Produce a word-for-word copy of the listing below without its pictures.

▸ **Task input**:

'''

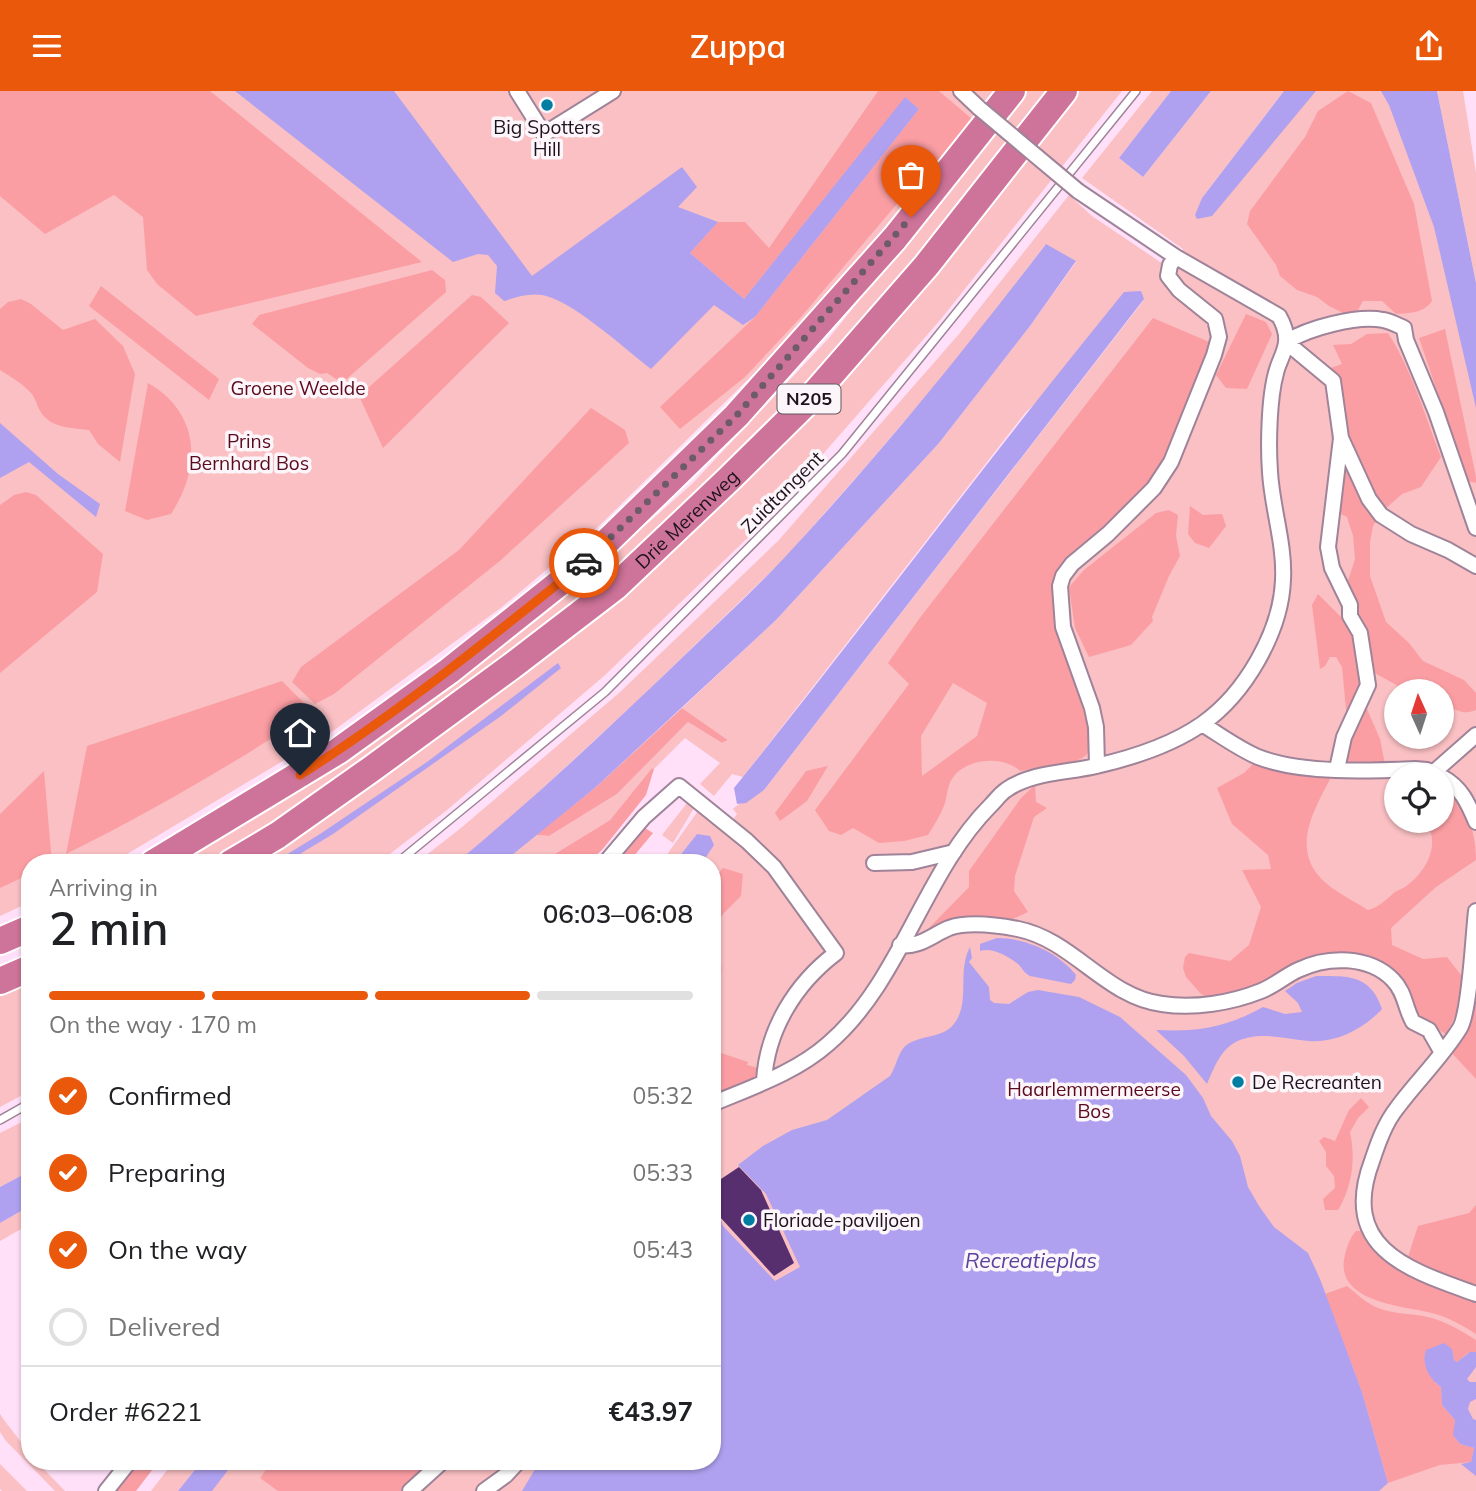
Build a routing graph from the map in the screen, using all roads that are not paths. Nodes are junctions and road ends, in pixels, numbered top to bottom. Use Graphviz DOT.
graph roads {
  1 [pos="517,91"];
  2 [pos="613,91"];
  3 [pos="961,91"];
  4 [pos="1012,91"];
  5 [pos="1064,91"];
  6 [pos="1136,91"];
  7 [pos="1176,257"];
  8 [pos="1286,342"];
  9 [pos="1341,438"];
  10 [pos="1476,528"];
  11 [pos="1476,566"];
  12 [pos="1202,724"];
  13 [pos="1476,735"];
  14 [pos="1450,763"];
  15 [pos="1097,766"];
  16 [pos="1337,769"];
  17 [pos="1384,769"];
  18 [pos="1454,784"];
  19 [pos="1476,822"];
  20 [pos="954,852"];
  21 [pos="168,854"];
  22 [pos="246,854"];
  23 [pos="408,854"];
  24 [pos="613,854"];
  25 [pos="874,863"];
  26 [pos="1476,911"];
  27 [pos="21,932"];
  28 [pos="0,941"];
  29 [pos="900,945"];
  30 [pos="21,972"];
  31 [pos="0,981"];
  32 [pos="1472,992"];
  33 [pos="1441,1051"];
  34 [pos="764,1081"];
  35 [pos="721,1100"];
  36 [pos="21,1108"];
  37 [pos="0,1120"];
  38 [pos="1476,1294"];
  39 [pos="123,1470"];
  40 [pos="433,1470"];
  41 [pos="511,1470"];
  42 [pos="106,1491"];
  43 [pos="410,1491"];
  44 [pos="484,1491"];
  1 -- 2 [label="street"];
  3 -- 7 [label="street, bridge"];
  4 -- 21 [label="highway, Drie Merenweg / N205"];
  5 -- 22 [label="highway, Drie Merenweg / N205"];
  6 -- 23 [label="lane, Zuidtangent"];
  7 -- 8 [label="street"];
  7 -- 15 [label="street"];
  8 -- 9 [label="street"];
  8 -- 10 [label="street"];
  8 -- 12 [label="street"];
  9 -- 11 [label="street"];
  9 -- 16 [label="street"];
  12 -- 15 [label="street"];
  12 -- 16 [label="street"];
  13 -- 14 [label="street"];
  15 -- 20 [label="street"];
  16 -- 17 [label="street"];
  18 -- 19 [label="street"];
  20 -- 25 [label="street"];
  20 -- 29 [label="street"];
  24 -- 34 [label="street"];
  26 -- 32 [label="street"];
  27 -- 28 [label="highway"];
  29 -- 33 [label="street"];
  29 -- 34 [label="street"];
  30 -- 31 [label="highway"];
  32 -- 33 [label="street"];
  33 -- 38 [label="street"];
  34 -- 35 [label="street"];
  36 -- 37 [label="lane"];
  39 -- 42 [label="street"];
  40 -- 43 [label="street"];
  41 -- 44 [label="street"];
}
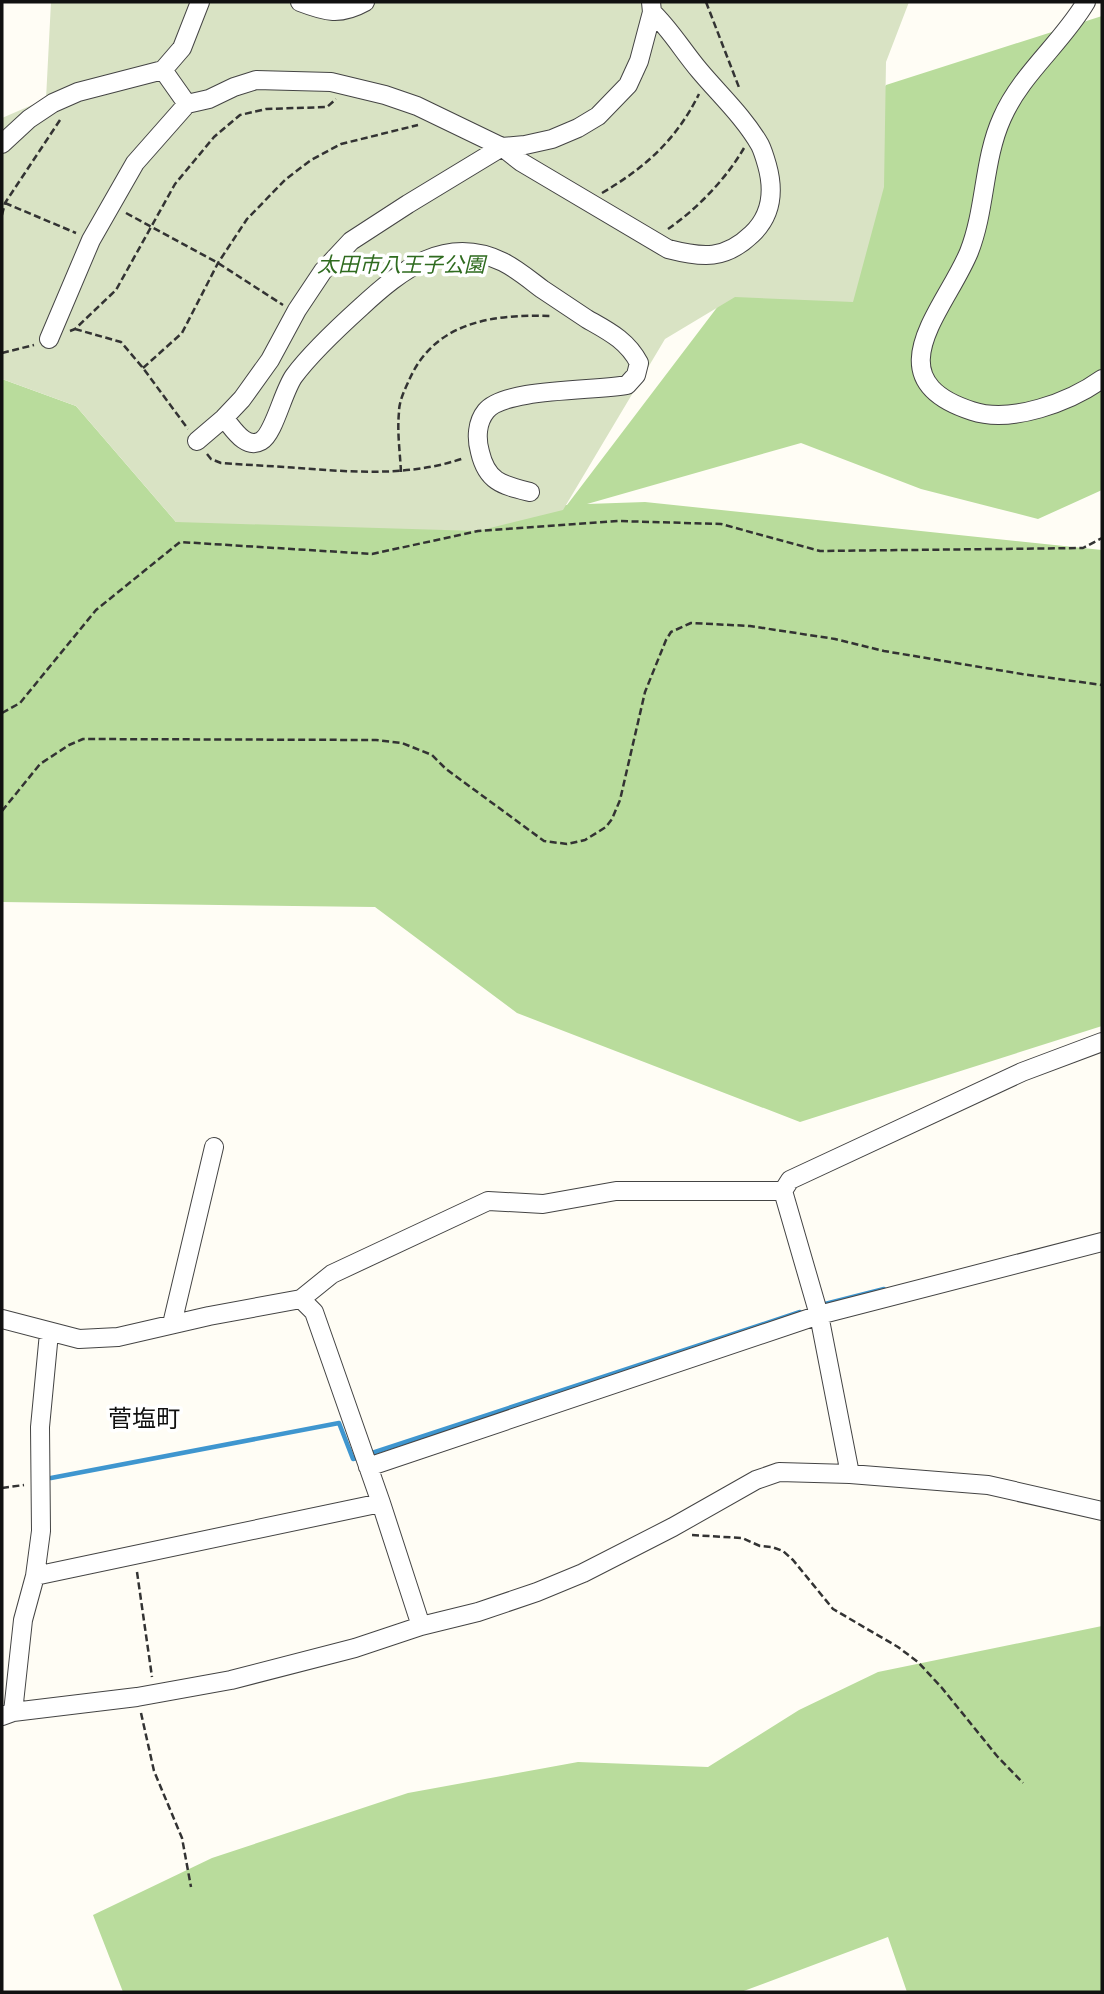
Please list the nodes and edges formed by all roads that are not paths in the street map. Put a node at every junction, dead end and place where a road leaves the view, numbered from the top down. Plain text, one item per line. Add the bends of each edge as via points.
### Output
1 (200, 2) edge
2 (300, 2) edge
3 (365, 2) edge
4 (1086, 2) edge
5 (651, 7) edge
6 (163, 70) junction
7 (187, 104) junction
8 (2, 144) edge
9 (502, 147) junction
10 (41, 342) road end
11 (1102, 379) edge
12 (224, 418) junction
13 (197, 441) road end
14 (530, 492) dead end
15 (1102, 1042) edge
16 (214, 1147) dead end
17 (783, 1191) junction
18 (1102, 1242) edge
19 (301, 1299) junction
20 (819, 1315) junction
21 (2, 1319) edge
22 (172, 1324) junction
23 (49, 1333) junction
24 (368, 1467) junction
25 (850, 1474) junction
26 (380, 1503) junction
27 (1102, 1511) edge
28 (35, 1576) junction
29 (421, 1626) junction
30 (7, 1714) edge

1 - 6 street via 182,48
2 - 3 street via 335,12
4 - 11 street via 1003,115 991,149 974,236 926,333 920,363 939,396 992,415 1035,410 1078,394
5 - 9 street via 639,61 628,85 598,116 552,139
5 - 9 street via 761,146 771,179 771,202 760,226 742,244 720,254 696,256 668,249
6 - 7 street
6 - 8 street via 52,103
7 - 9 street via 256,80 331,82 417,106
7 - 10 street via 135,163
9 - 12 street via 351,241 323,271 271,360
12 - 13 street
12 - 14 street via 245,442 263,440 294,376 337,328 404,270 441,254 485,256 504,263 615,335 639,363 636,376 627,385 521,395 487,409 478,426 483,463 501,485
15 - 17 street via 997,1083 790,1180
16 - 22 street
17 - 19 street via 617,1191 543,1204 488,1201 332,1274
17 - 20 street
18 - 20 street
19 - 22 street
19 - 24 street via 314,1312
20 - 24 street
20 - 25 street
21 - 23 street
22 - 23 street via 118,1337 79,1339
23 - 28 street via 40,1427 41,1531
24 - 26 street
25 - 27 street via 988,1485
25 - 29 street via 779,1472 756,1480 558,1584
26 - 28 street
26 - 29 street
28 - 30 street
29 - 30 street via 273,1670 145,1695

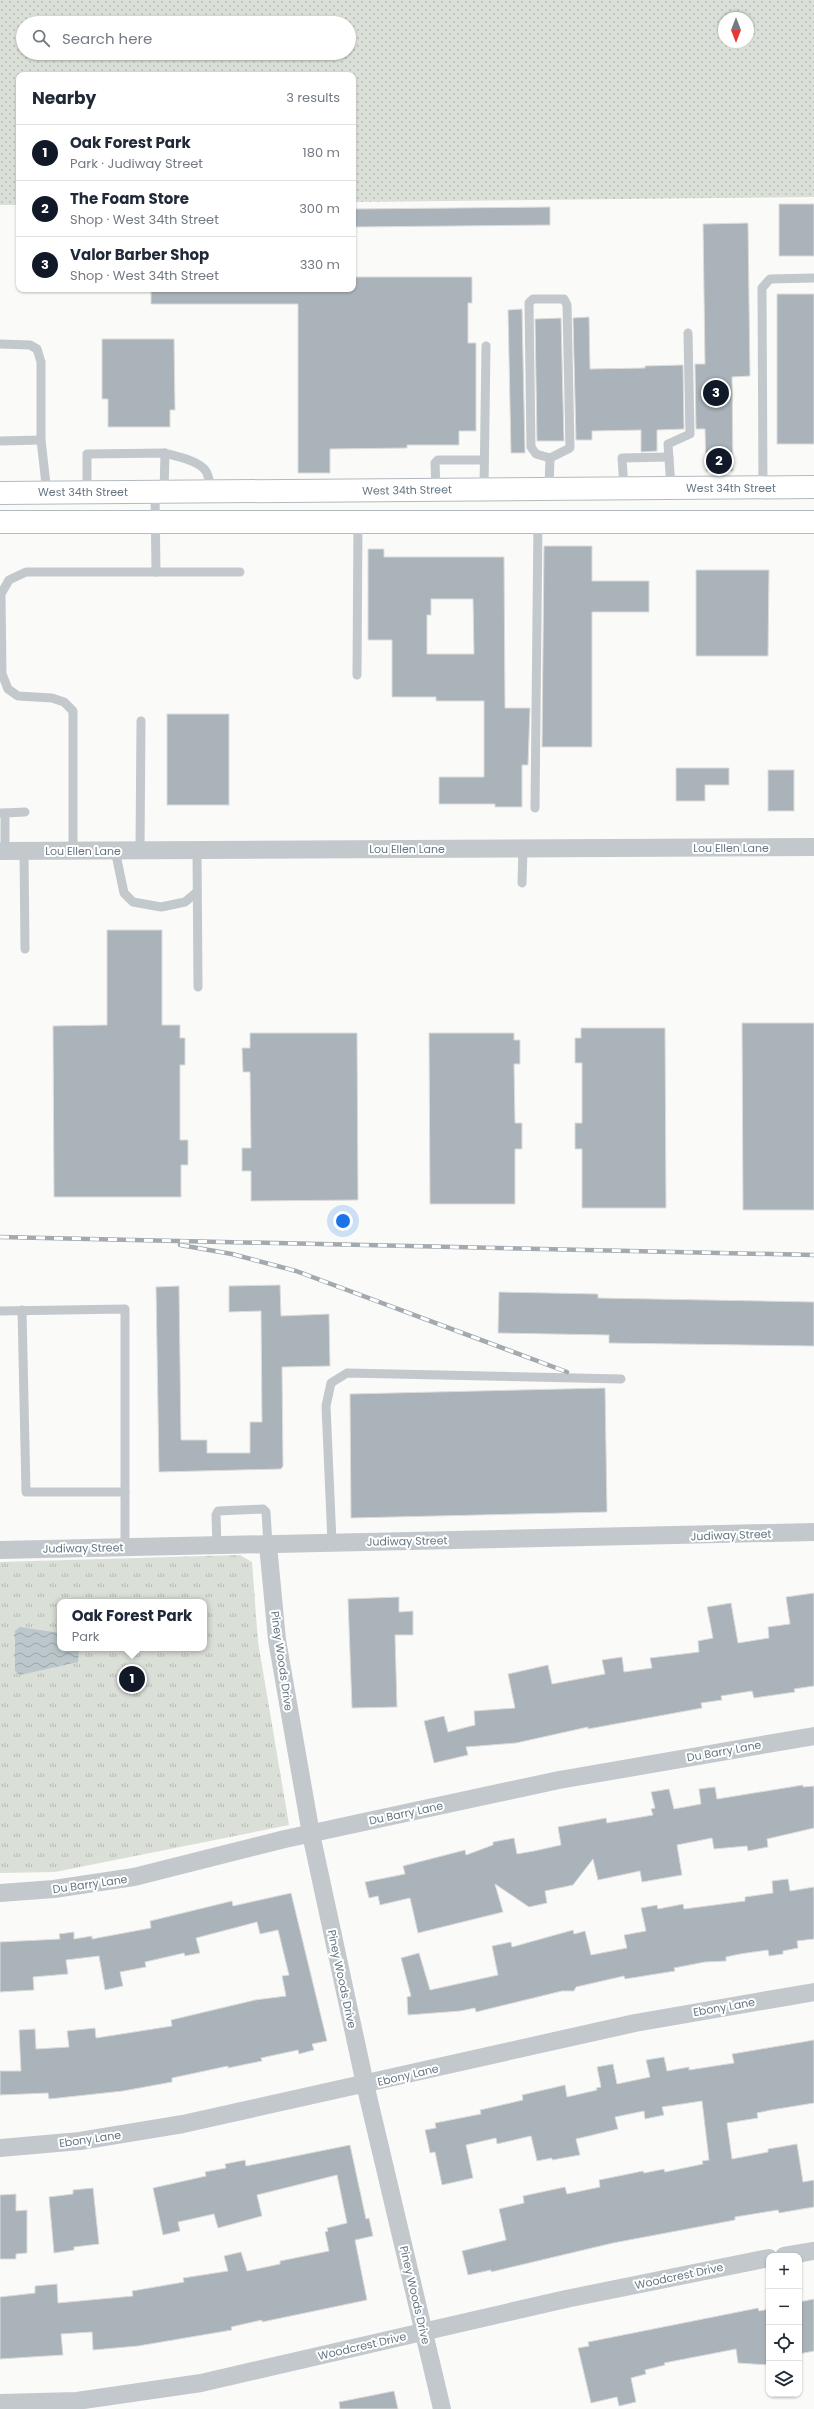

'''

▸ **Written response**:
Build a routing graph from the map in the screen, using all roads that are not paths. Nodes are junctions and road ends, in pixels, numbered top to bottom. Use Graphviz DOT.
graph roads {
  1 [pos="517,91"];
  2 [pos="613,91"];
  3 [pos="961,91"];
  4 [pos="1012,91"];
  5 [pos="1064,91"];
  6 [pos="1136,91"];
  7 [pos="1176,257"];
  8 [pos="1286,342"];
  9 [pos="1341,438"];
  10 [pos="1476,528"];
  11 [pos="1476,566"];
  12 [pos="1202,724"];
  13 [pos="1476,735"];
  14 [pos="1450,763"];
  15 [pos="1097,766"];
  16 [pos="1337,769"];
  17 [pos="1384,769"];
  18 [pos="1454,784"];
  19 [pos="1476,822"];
  20 [pos="954,852"];
  21 [pos="168,854"];
  22 [pos="246,854"];
  23 [pos="408,854"];
  24 [pos="613,854"];
  25 [pos="874,863"];
  26 [pos="1476,911"];
  27 [pos="21,932"];
  28 [pos="0,941"];
  29 [pos="900,945"];
  30 [pos="21,972"];
  31 [pos="0,981"];
  32 [pos="1472,992"];
  33 [pos="1441,1051"];
  34 [pos="764,1081"];
  35 [pos="721,1100"];
  36 [pos="21,1108"];
  37 [pos="0,1120"];
  38 [pos="1476,1294"];
  39 [pos="123,1470"];
  40 [pos="433,1470"];
  41 [pos="511,1470"];
  42 [pos="106,1491"];
  43 [pos="410,1491"];
  44 [pos="484,1491"];
  1 -- 2 [label="street"];
  3 -- 7 [label="street, bridge"];
  4 -- 21 [label="highway, Drie Merenweg / N205"];
  5 -- 22 [label="highway, Drie Merenweg / N205"];
  6 -- 23 [label="lane, Zuidtangent"];
  7 -- 8 [label="street"];
  7 -- 15 [label="street"];
  8 -- 9 [label="street"];
  8 -- 10 [label="street"];
  8 -- 12 [label="street"];
  9 -- 11 [label="street"];
  9 -- 16 [label="street"];
  12 -- 15 [label="street"];
  12 -- 16 [label="street"];
  13 -- 14 [label="street"];
  15 -- 20 [label="street"];
  16 -- 17 [label="street"];
  18 -- 19 [label="street"];
  20 -- 25 [label="street"];
  20 -- 29 [label="street"];
  24 -- 34 [label="street"];
  26 -- 32 [label="street"];
  27 -- 28 [label="highway"];
  29 -- 33 [label="street"];
  29 -- 34 [label="street"];
  30 -- 31 [label="highway"];
  32 -- 33 [label="street"];
  33 -- 38 [label="street"];
  34 -- 35 [label="street"];
  36 -- 37 [label="lane"];
  39 -- 42 [label="street"];
  40 -- 43 [label="street"];
  41 -- 44 [label="street"];
}
Please list the nodes and edges formed by all roads that are not paths in the street map. Put a node at every junction, dead end and place where a road leaves the view, numbered from the top down. Plain text, one item per line. Add the bends of each edge as via points.
### Output
1 (200, 2) edge
2 (300, 2) edge
3 (365, 2) edge
4 (1086, 2) edge
5 (651, 7) edge
6 (163, 70) junction
7 (187, 104) junction
8 (2, 144) edge
9 (502, 147) junction
10 (41, 342) road end
11 (1102, 379) edge
12 (224, 418) junction
13 (197, 441) road end
14 (530, 492) dead end
15 (1102, 1042) edge
16 (214, 1147) dead end
17 (783, 1191) junction
18 (1102, 1242) edge
19 (301, 1299) junction
20 (819, 1315) junction
21 (2, 1319) edge
22 (172, 1324) junction
23 (49, 1333) junction
24 (368, 1467) junction
25 (850, 1474) junction
26 (380, 1503) junction
27 (1102, 1511) edge
28 (35, 1576) junction
29 (421, 1626) junction
30 (7, 1714) edge

1 - 6 street via 182,48
2 - 3 street via 335,12
4 - 11 street via 1003,115 991,149 974,236 926,333 920,363 939,396 992,415 1035,410 1078,394
5 - 9 street via 639,61 628,85 598,116 552,139
5 - 9 street via 761,146 771,179 771,202 760,226 742,244 720,254 696,256 668,249
6 - 7 street
6 - 8 street via 52,103
7 - 9 street via 256,80 331,82 417,106
7 - 10 street via 135,163
9 - 12 street via 351,241 323,271 271,360
12 - 13 street
12 - 14 street via 245,442 263,440 294,376 337,328 404,270 441,254 485,256 504,263 615,335 639,363 636,376 627,385 521,395 487,409 478,426 483,463 501,485
15 - 17 street via 997,1083 790,1180
16 - 22 street
17 - 19 street via 617,1191 543,1204 488,1201 332,1274
17 - 20 street
18 - 20 street
19 - 22 street
19 - 24 street via 314,1312
20 - 24 street
20 - 25 street
21 - 23 street
22 - 23 street via 118,1337 79,1339
23 - 28 street via 40,1427 41,1531
24 - 26 street
25 - 27 street via 988,1485
25 - 29 street via 779,1472 756,1480 558,1584
26 - 28 street
26 - 29 street
28 - 30 street
29 - 30 street via 273,1670 145,1695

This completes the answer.